Evren Uras ’23: Mobilizing Convenience: The Convenience Equation
- Advisor: Fernando Nascimento, assistant professor of digital and computational studies
- Majors: digital and computational studies, government and legal studies
Uras's research lies at the intersection of technology, society, and industry. "In today’s era of 'Big-Data' and AI, algorithmic recommendations can overwhelmingly influence how individuals perceive social reality—both online and beyond the digital sphere," he writes in his proposal. "Point being, to grasp how technology has altered the social fabric, let alone how it might change society looking forward, we must consider the social and industrial changes prompting technological advancements."

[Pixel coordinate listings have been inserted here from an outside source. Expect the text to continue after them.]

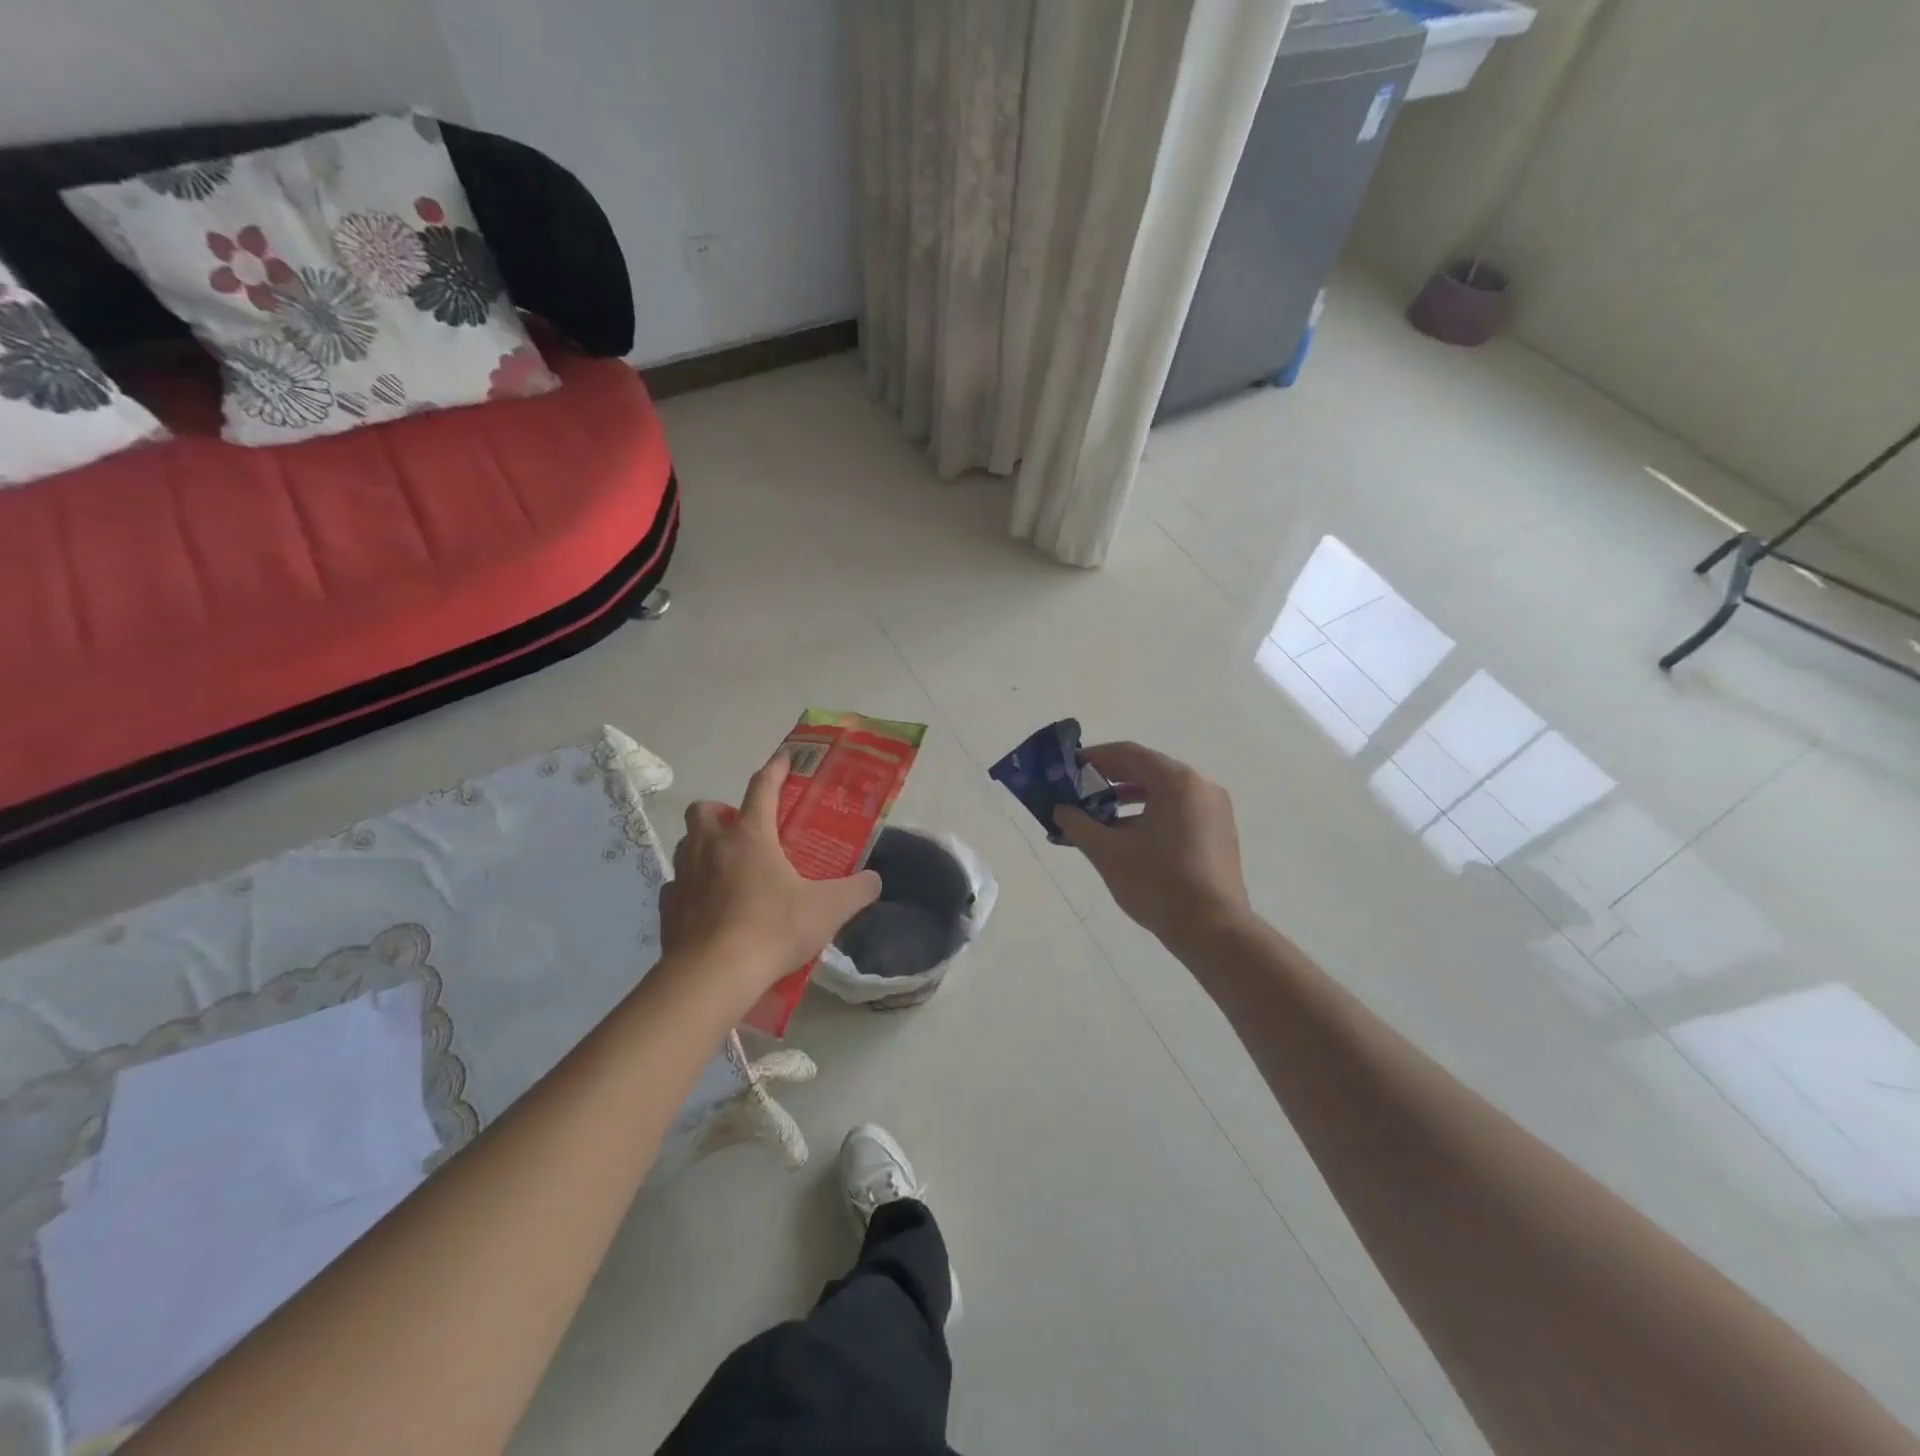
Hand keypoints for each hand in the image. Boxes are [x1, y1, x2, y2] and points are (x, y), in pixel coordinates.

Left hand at [660, 750, 881, 1001]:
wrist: (713, 976)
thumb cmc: (772, 929)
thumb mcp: (828, 909)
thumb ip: (857, 890)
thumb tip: (874, 880)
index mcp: (750, 835)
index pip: (762, 787)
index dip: (776, 768)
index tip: (785, 756)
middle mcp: (711, 846)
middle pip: (705, 809)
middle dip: (722, 811)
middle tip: (745, 831)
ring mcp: (684, 876)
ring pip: (688, 844)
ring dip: (705, 846)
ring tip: (729, 869)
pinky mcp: (668, 907)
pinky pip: (678, 885)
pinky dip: (692, 888)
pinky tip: (709, 907)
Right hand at [1053, 742, 1250, 945]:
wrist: (1213, 931)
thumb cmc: (1157, 883)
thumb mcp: (1108, 852)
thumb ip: (1079, 824)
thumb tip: (1061, 810)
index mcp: (1176, 781)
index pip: (1128, 753)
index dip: (1095, 757)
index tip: (1070, 766)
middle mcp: (1200, 786)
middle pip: (1148, 769)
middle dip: (1111, 778)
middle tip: (1080, 790)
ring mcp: (1215, 810)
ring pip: (1165, 792)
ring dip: (1130, 797)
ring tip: (1100, 814)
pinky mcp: (1220, 832)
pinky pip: (1180, 810)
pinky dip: (1152, 813)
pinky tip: (1129, 836)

More narrowly, he's looking at the rise of "surveillance capitalism" and "for-profit automation," and considering the debate over how to regulate the digital economy and whether to prioritize the common good over financial reward. This type of analysis is critical, he argues, as technological advancements, like increasing bandwidth and virtual reality, continue to transform society.
"Answering such questions, I intend to provide ways in which we can re-imagine the digital economy to ensure more equitable access, competition, and, most importantly—bolster innovation for the common good without undermining the progress we (both as industry and society) have undertaken thus far," he writes.